RECORDS TO PROCESS:
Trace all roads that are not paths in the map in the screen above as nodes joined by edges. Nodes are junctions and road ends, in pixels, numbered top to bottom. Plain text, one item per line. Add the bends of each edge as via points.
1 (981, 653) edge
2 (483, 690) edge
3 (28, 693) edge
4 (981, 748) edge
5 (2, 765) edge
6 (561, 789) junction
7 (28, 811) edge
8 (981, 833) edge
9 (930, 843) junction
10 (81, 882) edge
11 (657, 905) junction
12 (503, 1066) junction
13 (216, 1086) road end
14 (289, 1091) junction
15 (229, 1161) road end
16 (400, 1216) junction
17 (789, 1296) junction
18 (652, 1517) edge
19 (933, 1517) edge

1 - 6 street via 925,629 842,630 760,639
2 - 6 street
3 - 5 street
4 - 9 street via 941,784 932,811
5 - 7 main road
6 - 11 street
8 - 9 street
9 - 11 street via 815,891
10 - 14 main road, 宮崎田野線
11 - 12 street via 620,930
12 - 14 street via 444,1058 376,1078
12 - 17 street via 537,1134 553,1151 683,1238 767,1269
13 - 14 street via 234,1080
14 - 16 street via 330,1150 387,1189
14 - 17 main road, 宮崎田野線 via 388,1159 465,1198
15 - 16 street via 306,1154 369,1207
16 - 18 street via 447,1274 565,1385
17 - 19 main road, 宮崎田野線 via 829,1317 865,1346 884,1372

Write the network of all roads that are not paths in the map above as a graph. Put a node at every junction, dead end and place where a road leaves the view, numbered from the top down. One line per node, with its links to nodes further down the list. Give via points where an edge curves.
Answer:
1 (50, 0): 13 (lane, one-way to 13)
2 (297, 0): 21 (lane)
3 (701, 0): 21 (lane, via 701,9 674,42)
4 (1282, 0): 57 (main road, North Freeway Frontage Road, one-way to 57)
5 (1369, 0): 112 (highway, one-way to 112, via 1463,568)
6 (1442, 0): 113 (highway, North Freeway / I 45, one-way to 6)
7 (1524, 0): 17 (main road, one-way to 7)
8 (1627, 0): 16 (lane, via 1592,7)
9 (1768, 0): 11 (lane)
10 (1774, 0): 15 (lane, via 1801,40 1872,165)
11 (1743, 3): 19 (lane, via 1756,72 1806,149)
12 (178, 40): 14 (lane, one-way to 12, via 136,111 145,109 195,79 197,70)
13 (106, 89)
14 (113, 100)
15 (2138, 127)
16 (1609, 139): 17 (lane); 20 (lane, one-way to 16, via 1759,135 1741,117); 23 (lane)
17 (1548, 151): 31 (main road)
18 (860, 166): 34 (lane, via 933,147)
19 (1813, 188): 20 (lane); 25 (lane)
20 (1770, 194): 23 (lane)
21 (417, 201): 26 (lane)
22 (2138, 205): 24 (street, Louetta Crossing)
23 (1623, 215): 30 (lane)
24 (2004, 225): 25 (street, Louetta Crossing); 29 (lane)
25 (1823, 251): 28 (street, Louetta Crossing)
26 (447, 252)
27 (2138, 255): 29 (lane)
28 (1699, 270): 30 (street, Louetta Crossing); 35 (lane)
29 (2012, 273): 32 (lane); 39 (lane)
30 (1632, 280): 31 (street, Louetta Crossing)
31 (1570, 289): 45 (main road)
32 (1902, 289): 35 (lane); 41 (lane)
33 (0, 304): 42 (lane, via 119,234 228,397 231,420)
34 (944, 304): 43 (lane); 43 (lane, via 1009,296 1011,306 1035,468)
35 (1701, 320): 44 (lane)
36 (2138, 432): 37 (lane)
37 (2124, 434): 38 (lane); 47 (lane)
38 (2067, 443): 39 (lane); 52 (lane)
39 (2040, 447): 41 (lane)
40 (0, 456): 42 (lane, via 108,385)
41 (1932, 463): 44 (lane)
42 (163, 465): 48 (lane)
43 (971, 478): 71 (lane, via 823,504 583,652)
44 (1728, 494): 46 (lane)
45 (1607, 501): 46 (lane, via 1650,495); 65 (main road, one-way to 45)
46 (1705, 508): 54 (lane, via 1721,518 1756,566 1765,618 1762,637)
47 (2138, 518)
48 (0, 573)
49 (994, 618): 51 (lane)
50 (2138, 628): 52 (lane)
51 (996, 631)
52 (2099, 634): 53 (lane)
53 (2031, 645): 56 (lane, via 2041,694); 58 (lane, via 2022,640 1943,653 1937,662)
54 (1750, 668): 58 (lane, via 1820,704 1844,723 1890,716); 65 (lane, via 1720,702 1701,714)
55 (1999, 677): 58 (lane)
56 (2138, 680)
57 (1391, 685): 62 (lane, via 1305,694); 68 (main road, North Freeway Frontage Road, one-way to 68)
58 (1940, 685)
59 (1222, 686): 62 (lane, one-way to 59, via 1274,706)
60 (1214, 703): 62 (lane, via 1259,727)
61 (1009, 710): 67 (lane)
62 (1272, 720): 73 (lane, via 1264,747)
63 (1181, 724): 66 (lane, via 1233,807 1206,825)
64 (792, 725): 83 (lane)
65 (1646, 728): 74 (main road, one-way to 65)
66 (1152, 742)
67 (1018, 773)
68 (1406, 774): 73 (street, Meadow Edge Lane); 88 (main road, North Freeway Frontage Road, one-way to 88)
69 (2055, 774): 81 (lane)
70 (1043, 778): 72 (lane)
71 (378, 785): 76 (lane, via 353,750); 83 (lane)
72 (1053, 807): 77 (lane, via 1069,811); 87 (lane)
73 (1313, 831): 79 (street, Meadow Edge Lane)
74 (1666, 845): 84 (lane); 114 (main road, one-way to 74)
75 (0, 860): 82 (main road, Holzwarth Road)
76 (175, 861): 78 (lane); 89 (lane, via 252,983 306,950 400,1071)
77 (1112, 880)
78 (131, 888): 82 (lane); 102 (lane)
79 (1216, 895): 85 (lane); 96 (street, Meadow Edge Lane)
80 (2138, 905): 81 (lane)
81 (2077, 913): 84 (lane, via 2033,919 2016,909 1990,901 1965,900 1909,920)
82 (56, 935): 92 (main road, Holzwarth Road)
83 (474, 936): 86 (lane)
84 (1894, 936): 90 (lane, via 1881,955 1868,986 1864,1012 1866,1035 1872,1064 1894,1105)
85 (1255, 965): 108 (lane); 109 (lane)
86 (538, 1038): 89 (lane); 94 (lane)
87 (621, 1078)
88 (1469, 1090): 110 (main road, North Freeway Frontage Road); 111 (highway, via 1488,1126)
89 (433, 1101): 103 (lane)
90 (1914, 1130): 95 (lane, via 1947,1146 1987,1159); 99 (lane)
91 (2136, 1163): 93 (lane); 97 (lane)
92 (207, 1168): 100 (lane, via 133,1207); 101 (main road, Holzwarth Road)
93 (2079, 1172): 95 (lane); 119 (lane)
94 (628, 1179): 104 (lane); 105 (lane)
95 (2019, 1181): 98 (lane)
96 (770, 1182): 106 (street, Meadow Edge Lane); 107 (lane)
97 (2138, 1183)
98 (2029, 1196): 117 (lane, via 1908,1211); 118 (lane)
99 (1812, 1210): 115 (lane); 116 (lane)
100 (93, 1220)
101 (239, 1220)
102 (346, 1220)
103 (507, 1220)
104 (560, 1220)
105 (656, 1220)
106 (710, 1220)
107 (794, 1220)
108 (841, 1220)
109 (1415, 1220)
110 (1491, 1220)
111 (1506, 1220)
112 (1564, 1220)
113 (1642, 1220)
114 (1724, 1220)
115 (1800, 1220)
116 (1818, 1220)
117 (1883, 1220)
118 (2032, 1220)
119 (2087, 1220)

GOAL OF THE EXERCISE: A word-for-word copy of all the entries above is required.

RESPONSE AREA:
Trace all roads that are not paths in the map in the screen above as nodes joined by edges. Nodes are junctions and road ends, in pixels, numbered top to bottom. Plain text, one item per line. Add the bends of each edge as via points.
1 (981, 653) edge
2 (483, 690) edge
3 (28, 693) edge
4 (981, 748) edge
5 (2, 765) edge
6 (561, 789) junction
7 (28, 811) edge
8 (981, 833) edge
9 (930, 843) junction
10 (81, 882) edge
11 (657, 905) junction
12 (503, 1066) junction
13 (216, 1086) road end
14 (289, 1091) junction
15 (229, 1161) road end
16 (400, 1216) junction
17 (789, 1296) junction
18 (652, 1517) edge
19 (933, 1517) edge

1 - 6 street via 925,629 842,630 760,639
2 - 6 street
3 - 5 street
4 - 9 street via 941,784 932,811
5 - 7 main road
6 - 11 street
8 - 9 street
9 - 11 street via 815,891
10 - 14 main road, 宮崎田野線
11 - 12 street via 620,930
12 - 14 street via 444,1058 376,1078
12 - 17 street via 537,1134 553,1151 683,1238 767,1269
13 - 14 street via 234,1080
14 - 16 street via 330,1150 387,1189
14 - 17 main road, 宮崎田野線 via 388,1159 465,1198
15 - 16 street via 306,1154 369,1207
16 - 18 street via 447,1274 565,1385
17 - 19 main road, 宮崎田野線 via 829,1317 865,1346 884,1372

Write the network of all roads that are not paths in the map above as a graph. Put a node at every junction, dead end and place where a road leaves the view, numbered from the top down. One line per node, with its links to nodes further down the list. Give via points where an edge curves.
Answer:
1 (50, 0): 13 (lane, one-way to 13)
2 (297, 0): 21 (lane)
3 (701, 0): 21 (lane, via 701,9 674,42)
4 (1282, 0): 57 (main road, North Freeway Frontage Road, one-way to 57)
5 (1369, 0): 112 (highway, one-way to 112, via 1463,568)
6 (1442, 0): 113 (highway, North Freeway / I 45, one-way to 6)
7 (1524, 0): 17 (main road, one-way to 7)
8 (1627, 0): 16 (lane, via 1592,7)
9 (1768, 0): 11 (lane)
10 (1774, 0): 15 (lane, via 1801,40 1872,165)
11 (1743, 3): 19 (lane, via 1756,72 1806,149)
12 (178, 40): 14 (lane, one-way to 12, via 136,111 145,109 195,79 197,70)
13 (106, 89)
14 (113, 100)
15 (2138, 127)
16 (1609, 139): 17 (lane); 20 (lane, one-way to 16, via 1759,135 1741,117); 23 (lane)
17 (1548, 151): 31 (main road)
18 (860, 166): 34 (lane, via 933,147)
19 (1813, 188): 20 (lane); 25 (lane)
20 (1770, 194): 23 (lane)
21 (417, 201): 26 (lane)
22 (2138, 205): 24 (street, Louetta Crossing)
23 (1623, 215): 30 (lane)
24 (2004, 225): 25 (street, Louetta Crossing); 29 (lane)
25 (1823, 251): 28 (street, Louetta Crossing)
26 (447, 252)
27 (2138, 255): 29 (lane)
28 (1699, 270): 30 (street, Louetta Crossing); 35 (lane)
29 (2012, 273): 32 (lane); 39 (lane)
30 (1632, 280): 31 (street, Louetta Crossing)
31 (1570, 289): 45 (main road)
32 (1902, 289): 35 (lane); 41 (lane)
33 (0, 304): 42 (lane, via 119,234 228,397 231,420)
34 (944, 304): 43 (lane); 43 (lane, via 1009,296 1011,306 1035,468)
35 (1701, 320): 44 (lane)
36 (2138, 432): 37 (lane)
37 (2124, 434): 38 (lane); 47 (lane)
38 (2067, 443): 39 (lane); 52 (lane)
39 (2040, 447): 41 (lane)
40 (0, 456): 42 (lane, via 108,385)
41 (1932, 463): 44 (lane)
42 (163, 465): 48 (lane)
43 (971, 478): 71 (lane, via 823,504 583,652)
44 (1728, 494): 46 (lane)
45 (1607, 501): 46 (lane, via 1650,495); 65 (main road, one-way to 45)
46 (1705, 508): 54 (lane, via 1721,518 1756,566 1765,618 1762,637)
47 (2138, 518)
48 (0, 573)
49 (994, 618): 51 (lane)
50 (2138, 628): 52 (lane)
51 (996, 631)
52 (2099, 634): 53 (lane)
53 (2031, 645): 56 (lane, via 2041,694); 58 (lane, via 2022,640 1943,653 1937,662)
54 (1750, 668): 58 (lane, via 1820,704 1844,723 1890,716); 65 (lane, via 1720,702 1701,714)
55 (1999, 677): 58 (lane)
56 (2138, 680)
57 (1391, 685): 62 (lane, via 1305,694); 68 (main road, North Freeway Frontage Road, one-way to 68)
58 (1940, 685)
59 (1222, 686): 62 (lane, one-way to 59, via 1274,706)
60 (1214, 703): 62 (lane, via 1259,727)
61 (1009, 710): 67 (lane)
62 (1272, 720): 73 (lane, via 1264,747)
63 (1181, 724): 66 (lane, via 1233,807 1206,825)
64 (792, 725): 83 (lane)
65 (1646, 728): 74 (main road, one-way to 65)
66 (1152, 742)
67 (1018, 773)
68 (1406, 774): 73 (street, Meadow Edge Lane); 88 (main road, North Freeway Frontage Road, one-way to 88)
69 (2055, 774): 81 (lane)
70 (1043, 778): 72 (lane)
71 (378, 785): 76 (lane, via 353,750); 83 (lane)
72 (1053, 807): 77 (lane, via 1069,811); 87 (lane)
73 (1313, 831): 79 (street, Meadow Edge Lane)
74 (1666, 845): 84 (lane); 114 (main road, one-way to 74)
75 (0, 860): 82 (main road, Holzwarth Road)
76 (175, 861): 78 (lane); 89 (lane, via 252,983 306,950 400,1071)
77 (1112, 880)
78 (131, 888): 82 (lane); 102 (lane)
79 (1216, 895): 85 (lane); 96 (street, Meadow Edge Lane)
80 (2138, 905): 81 (lane)
81 (2077, 913): 84 (lane, via 2033,919 2016,909 1990,901 1965,900 1909,920)
82 (56, 935): 92 (main road, Holzwarth Road)
83 (474, 936): 86 (lane)
84 (1894, 936): 90 (lane, via 1881,955 1868,986 1864,1012 1866,1035 1872,1064 1894,1105)
85 (1255, 965): 108 (lane); 109 (lane)
86 (538, 1038): 89 (lane); 94 (lane)
87 (621, 1078)
88 (1469, 1090): 110 (main road, North Freeway Frontage Road); 111 (highway, via 1488,1126)
89 (433, 1101): 103 (lane)
90 (1914, 1130): 95 (lane, via 1947,1146 1987,1159); 99 (lane)
91 (2136, 1163): 93 (lane); 97 (lane)
92 (207, 1168): 100 (lane, via 133,1207); 101 (main road, Holzwarth Road)
93 (2079, 1172): 95 (lane); 119 (lane)
94 (628, 1179): 104 (lane); 105 (lane)
95 (2019, 1181): 98 (lane)
96 (770, 1182): 106 (street, Meadow Edge Lane); 107 (lane)
97 (2138, 1183)
98 (2029, 1196): 117 (lane, via 1908,1211); 118 (lane)
99 (1812, 1210): 115 (lane); 116 (lane)
100 (93, 1220)
101 (239, 1220)
102 (346, 1220)
103 (507, 1220)
104 (560, 1220)
105 (656, 1220)
106 (710, 1220)
107 (794, 1220)
108 (841, 1220)
109 (1415, 1220)
110 (1491, 1220)
111 (1506, 1220)
112 (1564, 1220)
113 (1642, 1220)
114 (1724, 1220)
115 (1800, 1220)
116 (1818, 1220)
117 (1883, 1220)
118 (2032, 1220)
119 (2087, 1220)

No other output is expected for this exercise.